Eligible retail, hospitality and leisure businesses will then pay a third of their normal charge for the rest of the financial year.
A maximum discount of £2 million is available to non-essential retail firms that were forced to close on 5 January 2021 due to lockdown restrictions. Other eligible properties can get a discount of up to £105,000 per business.
The Treasury expects to see the "the vast majority of eligible businesses receiving 75% relief" from business rates in 2021/22.
Helen Dickinson, chief executive at the British Retail Consortium, said:
"The three-month extension will provide essential funding at this challenging time.
"Beyond this point, relief is capped at only £2m for closed businesses - a tiny fraction of their total liability.
"Without more funding, it is likely that many non-essential retailers will struggle under sluggish consumer demand and high COVID-19 costs."
Last year's 100% business rates holiday in England gave eligible businesses in the retail, hospitality and leisure sectors a tax cut worth £10 billion.
The Treasury expects the latest three-month extension and subsequent reduced rate to save those firms in England around £6bn in 2021/22.
Business rates multiplier freeze
Back in November, around the time we were expecting Autumn Budget 2020, it was announced in the Spending Review that the business rates multiplier was to be frozen for one year for 2021/22.
The multiplier is one part of the equation used to determine how much you will have to pay in business rates in any given tax year. Your rateable value is multiplied by your multiplier to work out your bill before any relief.
The Government sets two multipliers for each tax year.
The standard business rates multiplier, which applies if your rateable value is more than £51,000, remains at 51.2p. The small business rates multiplier is used if your rateable value is less than £51,000. This stays at 49.9p for 2021/22.

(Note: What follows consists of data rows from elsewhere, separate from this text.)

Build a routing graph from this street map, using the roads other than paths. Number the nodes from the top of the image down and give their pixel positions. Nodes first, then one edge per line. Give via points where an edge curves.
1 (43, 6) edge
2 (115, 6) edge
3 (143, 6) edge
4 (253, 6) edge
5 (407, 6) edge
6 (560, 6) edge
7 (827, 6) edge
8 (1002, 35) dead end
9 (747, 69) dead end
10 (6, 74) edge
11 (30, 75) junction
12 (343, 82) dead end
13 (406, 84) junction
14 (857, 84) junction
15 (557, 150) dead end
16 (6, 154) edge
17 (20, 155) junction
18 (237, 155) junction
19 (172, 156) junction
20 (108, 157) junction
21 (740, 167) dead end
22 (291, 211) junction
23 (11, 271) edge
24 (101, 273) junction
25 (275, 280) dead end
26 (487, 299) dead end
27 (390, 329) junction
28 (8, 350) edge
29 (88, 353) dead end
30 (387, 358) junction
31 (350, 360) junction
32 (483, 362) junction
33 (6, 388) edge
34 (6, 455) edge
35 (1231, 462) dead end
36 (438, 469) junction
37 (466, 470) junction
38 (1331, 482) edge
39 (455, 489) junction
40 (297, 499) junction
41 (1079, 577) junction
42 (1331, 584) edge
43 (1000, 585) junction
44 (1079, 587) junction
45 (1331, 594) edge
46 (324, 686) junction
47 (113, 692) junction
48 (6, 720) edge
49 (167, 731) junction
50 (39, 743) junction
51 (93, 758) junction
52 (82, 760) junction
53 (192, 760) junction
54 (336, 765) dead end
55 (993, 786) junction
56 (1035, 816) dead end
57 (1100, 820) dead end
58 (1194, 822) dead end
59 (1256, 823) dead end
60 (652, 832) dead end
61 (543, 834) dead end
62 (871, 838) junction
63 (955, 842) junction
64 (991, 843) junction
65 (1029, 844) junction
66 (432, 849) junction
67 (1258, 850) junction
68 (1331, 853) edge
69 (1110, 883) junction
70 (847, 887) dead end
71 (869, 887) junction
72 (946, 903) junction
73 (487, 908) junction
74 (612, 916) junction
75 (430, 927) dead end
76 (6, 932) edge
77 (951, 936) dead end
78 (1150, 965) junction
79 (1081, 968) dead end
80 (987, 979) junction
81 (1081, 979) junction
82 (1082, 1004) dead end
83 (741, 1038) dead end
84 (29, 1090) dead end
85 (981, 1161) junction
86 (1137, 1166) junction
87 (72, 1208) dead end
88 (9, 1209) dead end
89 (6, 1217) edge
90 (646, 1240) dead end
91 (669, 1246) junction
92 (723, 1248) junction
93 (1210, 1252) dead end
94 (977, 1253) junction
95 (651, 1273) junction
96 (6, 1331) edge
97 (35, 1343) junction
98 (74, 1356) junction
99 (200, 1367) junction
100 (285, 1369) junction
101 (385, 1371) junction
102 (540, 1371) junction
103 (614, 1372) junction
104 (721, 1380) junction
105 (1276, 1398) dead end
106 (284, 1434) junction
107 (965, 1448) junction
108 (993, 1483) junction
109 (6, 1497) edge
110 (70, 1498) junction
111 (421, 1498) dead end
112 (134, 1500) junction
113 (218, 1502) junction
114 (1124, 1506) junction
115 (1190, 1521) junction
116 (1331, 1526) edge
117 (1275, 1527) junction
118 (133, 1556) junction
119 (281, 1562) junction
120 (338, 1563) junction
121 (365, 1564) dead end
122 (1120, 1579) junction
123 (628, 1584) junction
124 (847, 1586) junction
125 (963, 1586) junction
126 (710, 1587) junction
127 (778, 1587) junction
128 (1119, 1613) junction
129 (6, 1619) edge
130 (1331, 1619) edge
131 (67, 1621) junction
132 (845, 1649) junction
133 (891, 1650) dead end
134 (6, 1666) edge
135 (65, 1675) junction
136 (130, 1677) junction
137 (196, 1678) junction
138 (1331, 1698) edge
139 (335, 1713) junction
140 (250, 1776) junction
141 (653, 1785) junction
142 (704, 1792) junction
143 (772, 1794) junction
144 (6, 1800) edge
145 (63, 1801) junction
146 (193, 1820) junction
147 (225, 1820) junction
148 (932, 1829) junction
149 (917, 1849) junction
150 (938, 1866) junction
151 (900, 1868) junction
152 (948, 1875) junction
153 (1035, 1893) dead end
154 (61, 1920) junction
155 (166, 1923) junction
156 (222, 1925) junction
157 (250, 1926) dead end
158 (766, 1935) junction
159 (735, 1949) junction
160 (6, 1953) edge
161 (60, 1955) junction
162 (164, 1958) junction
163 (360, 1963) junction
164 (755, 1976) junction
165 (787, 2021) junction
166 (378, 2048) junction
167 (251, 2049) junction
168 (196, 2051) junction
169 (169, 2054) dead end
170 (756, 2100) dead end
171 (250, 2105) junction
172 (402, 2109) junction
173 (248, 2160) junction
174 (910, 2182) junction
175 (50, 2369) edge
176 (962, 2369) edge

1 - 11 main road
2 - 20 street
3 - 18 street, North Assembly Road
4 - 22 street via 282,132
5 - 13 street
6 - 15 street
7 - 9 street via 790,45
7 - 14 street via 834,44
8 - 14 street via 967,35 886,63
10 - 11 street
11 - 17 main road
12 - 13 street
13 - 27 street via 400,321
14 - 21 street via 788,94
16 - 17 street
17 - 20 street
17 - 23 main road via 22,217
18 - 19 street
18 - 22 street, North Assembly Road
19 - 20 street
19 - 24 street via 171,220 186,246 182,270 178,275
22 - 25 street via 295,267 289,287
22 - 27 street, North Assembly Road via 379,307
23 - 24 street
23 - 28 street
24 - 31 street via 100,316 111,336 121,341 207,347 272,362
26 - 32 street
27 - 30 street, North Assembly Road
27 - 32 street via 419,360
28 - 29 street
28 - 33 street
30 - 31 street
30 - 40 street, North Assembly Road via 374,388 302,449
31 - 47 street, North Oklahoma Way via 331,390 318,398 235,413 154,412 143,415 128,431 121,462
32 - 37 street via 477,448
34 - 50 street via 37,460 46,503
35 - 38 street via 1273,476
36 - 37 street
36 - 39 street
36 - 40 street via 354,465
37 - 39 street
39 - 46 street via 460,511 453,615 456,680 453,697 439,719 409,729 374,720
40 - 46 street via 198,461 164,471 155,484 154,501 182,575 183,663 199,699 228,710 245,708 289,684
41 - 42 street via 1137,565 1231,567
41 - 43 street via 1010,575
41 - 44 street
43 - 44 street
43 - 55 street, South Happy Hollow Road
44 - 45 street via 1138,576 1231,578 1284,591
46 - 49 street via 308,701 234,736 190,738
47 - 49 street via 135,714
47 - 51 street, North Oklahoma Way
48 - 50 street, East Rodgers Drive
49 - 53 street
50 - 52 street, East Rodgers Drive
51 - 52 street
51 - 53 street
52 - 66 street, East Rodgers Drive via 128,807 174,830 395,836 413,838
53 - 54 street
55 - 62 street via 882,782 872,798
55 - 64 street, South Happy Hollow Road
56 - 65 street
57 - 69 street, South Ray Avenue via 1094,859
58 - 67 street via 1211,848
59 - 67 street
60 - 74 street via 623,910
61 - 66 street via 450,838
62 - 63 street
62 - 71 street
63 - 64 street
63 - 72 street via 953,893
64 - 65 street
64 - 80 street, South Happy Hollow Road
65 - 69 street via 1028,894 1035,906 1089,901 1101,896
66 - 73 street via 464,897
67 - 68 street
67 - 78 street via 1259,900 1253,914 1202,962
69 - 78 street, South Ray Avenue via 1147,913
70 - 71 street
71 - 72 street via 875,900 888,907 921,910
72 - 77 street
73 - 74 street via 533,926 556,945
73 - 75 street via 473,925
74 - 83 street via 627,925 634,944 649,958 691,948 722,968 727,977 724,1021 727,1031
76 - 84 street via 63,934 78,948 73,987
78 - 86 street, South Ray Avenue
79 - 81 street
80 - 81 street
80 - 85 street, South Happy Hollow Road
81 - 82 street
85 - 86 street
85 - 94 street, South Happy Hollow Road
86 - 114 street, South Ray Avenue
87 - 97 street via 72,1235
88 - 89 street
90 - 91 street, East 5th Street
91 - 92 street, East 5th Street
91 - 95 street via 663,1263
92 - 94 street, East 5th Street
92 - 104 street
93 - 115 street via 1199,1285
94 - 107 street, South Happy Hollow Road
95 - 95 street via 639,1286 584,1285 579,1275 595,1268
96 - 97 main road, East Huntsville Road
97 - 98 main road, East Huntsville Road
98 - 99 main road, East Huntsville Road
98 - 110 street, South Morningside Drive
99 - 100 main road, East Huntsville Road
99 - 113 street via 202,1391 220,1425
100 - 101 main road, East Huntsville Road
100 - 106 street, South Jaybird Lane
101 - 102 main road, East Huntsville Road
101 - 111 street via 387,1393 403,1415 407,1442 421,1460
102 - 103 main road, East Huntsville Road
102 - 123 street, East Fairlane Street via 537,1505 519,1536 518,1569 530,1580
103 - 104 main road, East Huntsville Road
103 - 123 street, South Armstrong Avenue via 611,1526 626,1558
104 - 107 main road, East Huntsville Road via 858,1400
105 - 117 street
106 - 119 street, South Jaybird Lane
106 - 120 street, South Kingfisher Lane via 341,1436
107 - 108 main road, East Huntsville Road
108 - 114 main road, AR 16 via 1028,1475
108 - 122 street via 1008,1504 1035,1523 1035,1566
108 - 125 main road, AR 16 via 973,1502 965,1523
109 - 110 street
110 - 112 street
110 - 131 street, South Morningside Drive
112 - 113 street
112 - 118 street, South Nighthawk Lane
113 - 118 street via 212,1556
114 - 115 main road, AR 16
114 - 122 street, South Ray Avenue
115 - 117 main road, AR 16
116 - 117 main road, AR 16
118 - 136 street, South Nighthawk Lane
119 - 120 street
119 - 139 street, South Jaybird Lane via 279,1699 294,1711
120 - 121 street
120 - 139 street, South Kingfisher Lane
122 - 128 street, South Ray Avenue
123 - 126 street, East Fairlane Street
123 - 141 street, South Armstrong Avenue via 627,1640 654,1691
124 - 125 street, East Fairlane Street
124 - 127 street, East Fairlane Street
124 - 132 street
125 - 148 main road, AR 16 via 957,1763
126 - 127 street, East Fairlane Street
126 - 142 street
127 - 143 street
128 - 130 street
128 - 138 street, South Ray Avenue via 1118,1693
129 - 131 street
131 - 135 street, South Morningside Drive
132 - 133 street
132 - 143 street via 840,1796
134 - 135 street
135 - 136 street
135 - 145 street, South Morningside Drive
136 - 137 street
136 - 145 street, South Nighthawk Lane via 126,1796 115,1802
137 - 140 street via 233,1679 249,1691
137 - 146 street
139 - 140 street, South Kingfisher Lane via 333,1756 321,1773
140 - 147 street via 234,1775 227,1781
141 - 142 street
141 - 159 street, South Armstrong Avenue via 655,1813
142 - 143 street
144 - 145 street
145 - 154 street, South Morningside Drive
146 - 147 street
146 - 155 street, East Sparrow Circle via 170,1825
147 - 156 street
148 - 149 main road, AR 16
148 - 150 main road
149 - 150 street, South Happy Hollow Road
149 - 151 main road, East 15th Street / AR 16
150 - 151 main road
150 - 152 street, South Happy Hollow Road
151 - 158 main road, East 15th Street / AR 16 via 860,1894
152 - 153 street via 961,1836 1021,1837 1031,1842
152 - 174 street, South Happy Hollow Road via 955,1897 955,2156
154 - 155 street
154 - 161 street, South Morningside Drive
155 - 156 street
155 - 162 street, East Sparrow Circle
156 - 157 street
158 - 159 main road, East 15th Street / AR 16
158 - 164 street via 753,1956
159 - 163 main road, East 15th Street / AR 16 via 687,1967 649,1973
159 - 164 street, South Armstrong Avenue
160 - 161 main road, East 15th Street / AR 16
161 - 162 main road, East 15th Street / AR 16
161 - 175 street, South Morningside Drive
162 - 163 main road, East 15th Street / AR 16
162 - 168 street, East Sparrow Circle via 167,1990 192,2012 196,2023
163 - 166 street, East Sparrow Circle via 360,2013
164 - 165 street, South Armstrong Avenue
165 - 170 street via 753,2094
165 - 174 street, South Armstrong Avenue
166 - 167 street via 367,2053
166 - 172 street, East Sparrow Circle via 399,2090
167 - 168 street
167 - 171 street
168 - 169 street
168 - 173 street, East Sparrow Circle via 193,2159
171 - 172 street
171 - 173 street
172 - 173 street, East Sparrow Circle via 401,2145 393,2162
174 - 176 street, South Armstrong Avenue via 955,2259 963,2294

As a result, the Treasury said businesses in England can expect to save around £575m in total over the next five years.
‘Fundamental report' due in autumn
The Government is due to publish its "fundamental report of the business rates system in England" in the autumn.
This was originally due to be published last autumn, only for a second wave of COVID-19 to see it postponed until the spring.
Nothing materialised in last month's Spring Budget, although an interim report was published last week.
This forms the basis of what will be announced in the autumn, with talk already gathering pace on a new online services tax.
This might be levied on all goods sold online or may apply to online-only retailers in a bid to level the playing field with bricks-and-mortar retailers who pay business rates on their premises.
"The business rates system remains broken and it is vital that the ongoing business rates review delivers on its promise to reduce the burden on retail, which already results in store closures and job losses."